Resistance to colicin in some E. coli strains was reported to be associated with altered colicin receptors and/or intracellular targets [15]. Colicin-tolerant E. coli strains were also described to present normal colicin receptors but altered translocation machinery [15]. Siderophore over-production in some strains of E. coli was documented to mediate resistance to subclass II colicins by competing with colicins at corresponding outer membrane receptors [15].
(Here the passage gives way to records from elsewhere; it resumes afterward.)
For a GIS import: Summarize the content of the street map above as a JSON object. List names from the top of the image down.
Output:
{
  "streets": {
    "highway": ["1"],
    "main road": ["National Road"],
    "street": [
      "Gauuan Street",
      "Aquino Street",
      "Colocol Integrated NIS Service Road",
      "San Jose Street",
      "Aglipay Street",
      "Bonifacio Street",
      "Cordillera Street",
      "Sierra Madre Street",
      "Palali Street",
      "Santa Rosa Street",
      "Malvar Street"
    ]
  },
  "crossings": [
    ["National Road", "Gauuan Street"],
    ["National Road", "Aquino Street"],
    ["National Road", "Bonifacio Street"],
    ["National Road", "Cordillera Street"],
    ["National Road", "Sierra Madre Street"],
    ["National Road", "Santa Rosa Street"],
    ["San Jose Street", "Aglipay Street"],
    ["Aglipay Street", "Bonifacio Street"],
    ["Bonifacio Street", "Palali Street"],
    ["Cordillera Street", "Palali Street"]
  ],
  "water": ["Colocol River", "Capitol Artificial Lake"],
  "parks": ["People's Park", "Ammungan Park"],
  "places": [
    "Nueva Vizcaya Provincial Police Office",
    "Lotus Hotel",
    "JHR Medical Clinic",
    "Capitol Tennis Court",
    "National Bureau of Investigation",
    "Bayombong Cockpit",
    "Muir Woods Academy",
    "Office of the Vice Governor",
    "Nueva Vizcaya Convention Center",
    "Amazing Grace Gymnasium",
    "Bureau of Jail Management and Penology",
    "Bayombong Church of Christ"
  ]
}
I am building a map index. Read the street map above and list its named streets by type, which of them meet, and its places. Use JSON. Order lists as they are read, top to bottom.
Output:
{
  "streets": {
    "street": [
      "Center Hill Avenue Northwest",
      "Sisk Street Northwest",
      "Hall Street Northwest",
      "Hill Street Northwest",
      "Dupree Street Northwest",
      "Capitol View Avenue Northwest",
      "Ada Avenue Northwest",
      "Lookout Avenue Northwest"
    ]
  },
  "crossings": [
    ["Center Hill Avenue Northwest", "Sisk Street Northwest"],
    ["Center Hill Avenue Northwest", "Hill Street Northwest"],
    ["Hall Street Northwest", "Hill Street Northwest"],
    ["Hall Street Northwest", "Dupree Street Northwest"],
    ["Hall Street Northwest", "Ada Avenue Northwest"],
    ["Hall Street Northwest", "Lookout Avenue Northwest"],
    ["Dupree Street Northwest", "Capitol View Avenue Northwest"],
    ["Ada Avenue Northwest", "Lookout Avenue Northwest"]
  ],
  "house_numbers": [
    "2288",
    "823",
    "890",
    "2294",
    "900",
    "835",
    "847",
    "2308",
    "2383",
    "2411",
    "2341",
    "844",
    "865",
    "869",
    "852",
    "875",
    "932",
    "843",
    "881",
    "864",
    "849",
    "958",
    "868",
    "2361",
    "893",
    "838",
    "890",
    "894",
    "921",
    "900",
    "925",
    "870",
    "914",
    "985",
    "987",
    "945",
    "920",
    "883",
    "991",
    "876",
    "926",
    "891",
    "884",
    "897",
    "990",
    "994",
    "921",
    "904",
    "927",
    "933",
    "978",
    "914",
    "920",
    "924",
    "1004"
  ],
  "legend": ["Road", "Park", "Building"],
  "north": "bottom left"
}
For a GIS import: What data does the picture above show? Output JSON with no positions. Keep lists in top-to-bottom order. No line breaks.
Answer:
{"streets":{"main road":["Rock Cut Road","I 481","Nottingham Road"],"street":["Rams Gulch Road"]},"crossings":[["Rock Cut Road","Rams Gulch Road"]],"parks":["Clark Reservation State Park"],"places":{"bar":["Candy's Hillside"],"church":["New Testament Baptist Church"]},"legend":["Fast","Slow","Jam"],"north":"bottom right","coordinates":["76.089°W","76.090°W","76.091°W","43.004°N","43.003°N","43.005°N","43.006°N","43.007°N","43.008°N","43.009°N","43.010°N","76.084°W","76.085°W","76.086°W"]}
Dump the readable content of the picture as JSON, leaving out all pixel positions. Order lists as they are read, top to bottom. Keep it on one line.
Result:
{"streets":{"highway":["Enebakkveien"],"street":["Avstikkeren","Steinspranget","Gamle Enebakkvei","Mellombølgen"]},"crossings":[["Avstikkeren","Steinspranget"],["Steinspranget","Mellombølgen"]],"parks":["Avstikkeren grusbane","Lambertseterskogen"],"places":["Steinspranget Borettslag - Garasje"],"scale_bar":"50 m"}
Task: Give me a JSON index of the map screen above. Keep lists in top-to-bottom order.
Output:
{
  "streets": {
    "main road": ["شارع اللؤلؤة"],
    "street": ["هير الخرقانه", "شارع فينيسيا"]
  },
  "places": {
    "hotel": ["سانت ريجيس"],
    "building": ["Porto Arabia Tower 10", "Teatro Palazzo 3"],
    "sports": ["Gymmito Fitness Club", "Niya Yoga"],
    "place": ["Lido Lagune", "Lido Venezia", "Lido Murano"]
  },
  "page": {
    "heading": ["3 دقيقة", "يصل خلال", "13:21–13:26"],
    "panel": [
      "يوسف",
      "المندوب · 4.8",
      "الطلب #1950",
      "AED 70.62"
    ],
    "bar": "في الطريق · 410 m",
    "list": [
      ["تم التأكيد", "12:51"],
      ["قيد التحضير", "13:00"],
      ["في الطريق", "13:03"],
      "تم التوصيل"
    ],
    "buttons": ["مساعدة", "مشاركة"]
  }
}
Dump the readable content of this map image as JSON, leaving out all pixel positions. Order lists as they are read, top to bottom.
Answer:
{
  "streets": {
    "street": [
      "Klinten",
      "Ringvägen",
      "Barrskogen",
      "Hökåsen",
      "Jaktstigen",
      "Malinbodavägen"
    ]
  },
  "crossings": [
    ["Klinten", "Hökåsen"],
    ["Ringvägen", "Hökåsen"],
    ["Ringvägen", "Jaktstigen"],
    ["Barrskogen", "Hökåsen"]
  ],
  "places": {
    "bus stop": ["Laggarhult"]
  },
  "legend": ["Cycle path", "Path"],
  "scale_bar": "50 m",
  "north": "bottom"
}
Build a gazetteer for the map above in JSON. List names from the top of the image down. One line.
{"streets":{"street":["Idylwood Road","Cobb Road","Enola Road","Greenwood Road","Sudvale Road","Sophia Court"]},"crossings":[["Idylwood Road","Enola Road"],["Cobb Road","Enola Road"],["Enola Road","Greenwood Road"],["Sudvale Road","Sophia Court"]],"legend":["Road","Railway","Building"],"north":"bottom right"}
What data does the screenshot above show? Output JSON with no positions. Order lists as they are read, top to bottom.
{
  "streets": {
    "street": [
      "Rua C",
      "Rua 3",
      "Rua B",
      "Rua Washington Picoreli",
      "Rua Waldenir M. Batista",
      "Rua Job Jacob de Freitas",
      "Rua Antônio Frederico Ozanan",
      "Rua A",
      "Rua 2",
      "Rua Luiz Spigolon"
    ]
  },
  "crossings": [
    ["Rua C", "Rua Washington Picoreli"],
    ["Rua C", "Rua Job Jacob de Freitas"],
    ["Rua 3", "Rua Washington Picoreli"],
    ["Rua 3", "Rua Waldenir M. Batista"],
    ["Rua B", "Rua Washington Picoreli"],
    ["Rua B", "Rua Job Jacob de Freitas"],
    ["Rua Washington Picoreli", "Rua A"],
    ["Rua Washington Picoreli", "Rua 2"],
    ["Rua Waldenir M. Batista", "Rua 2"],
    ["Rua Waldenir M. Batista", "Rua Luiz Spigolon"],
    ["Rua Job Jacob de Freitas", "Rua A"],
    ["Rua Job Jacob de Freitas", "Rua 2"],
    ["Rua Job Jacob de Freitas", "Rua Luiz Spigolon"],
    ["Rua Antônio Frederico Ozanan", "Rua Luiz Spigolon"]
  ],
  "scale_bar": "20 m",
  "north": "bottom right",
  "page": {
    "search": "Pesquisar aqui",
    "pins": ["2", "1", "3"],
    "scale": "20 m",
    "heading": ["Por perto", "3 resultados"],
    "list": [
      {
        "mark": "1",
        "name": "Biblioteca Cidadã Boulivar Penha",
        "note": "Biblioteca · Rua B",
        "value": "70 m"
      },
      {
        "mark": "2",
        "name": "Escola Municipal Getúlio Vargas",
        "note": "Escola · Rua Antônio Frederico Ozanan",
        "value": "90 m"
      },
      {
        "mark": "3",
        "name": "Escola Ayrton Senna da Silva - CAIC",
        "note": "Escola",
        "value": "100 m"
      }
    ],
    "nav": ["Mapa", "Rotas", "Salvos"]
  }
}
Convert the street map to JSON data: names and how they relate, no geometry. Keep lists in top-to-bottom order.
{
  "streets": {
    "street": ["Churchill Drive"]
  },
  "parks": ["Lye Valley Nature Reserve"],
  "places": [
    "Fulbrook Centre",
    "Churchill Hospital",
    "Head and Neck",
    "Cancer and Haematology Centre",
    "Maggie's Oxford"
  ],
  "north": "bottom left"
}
5. Antimicrobial Activity against Human Pathogens

Nowadays, the increase in bacterial antibiotic resistance is a major health issue. Among the different ways studied to fight this problem, the use of bacteriocin alone or in conjugation with drugs represents an important field of research [17,80], resulting in the use of bacteriocins in the pharmaceutical industry [28]. Indeed, bacteriocins have an interestingly diverse spectrum of antimicrobial activity [123], depending on the peptide structure or its physiochemical properties. Some bacteriocins show a specific antibacterial activity against species that are closely related to the producers, while others may exhibit a broad antibacterial spectrum (Table 1) [22]. Thus, these peptides exhibit great potential to inhibit the growth of certain antibiotic-resistant bacteria [11,40]. However, caution must be taken because the structure of a considerable number of bacteriocins is not clearly characterized and antimicrobial activity evaluation are sometimes limited to indicator or reference strains, while data relating to resistant bacteria are limited. Moreover, the antibiotic activity of bacteriocins may use different protocols, which do not enable comparison between MIC values across studies (Table 1).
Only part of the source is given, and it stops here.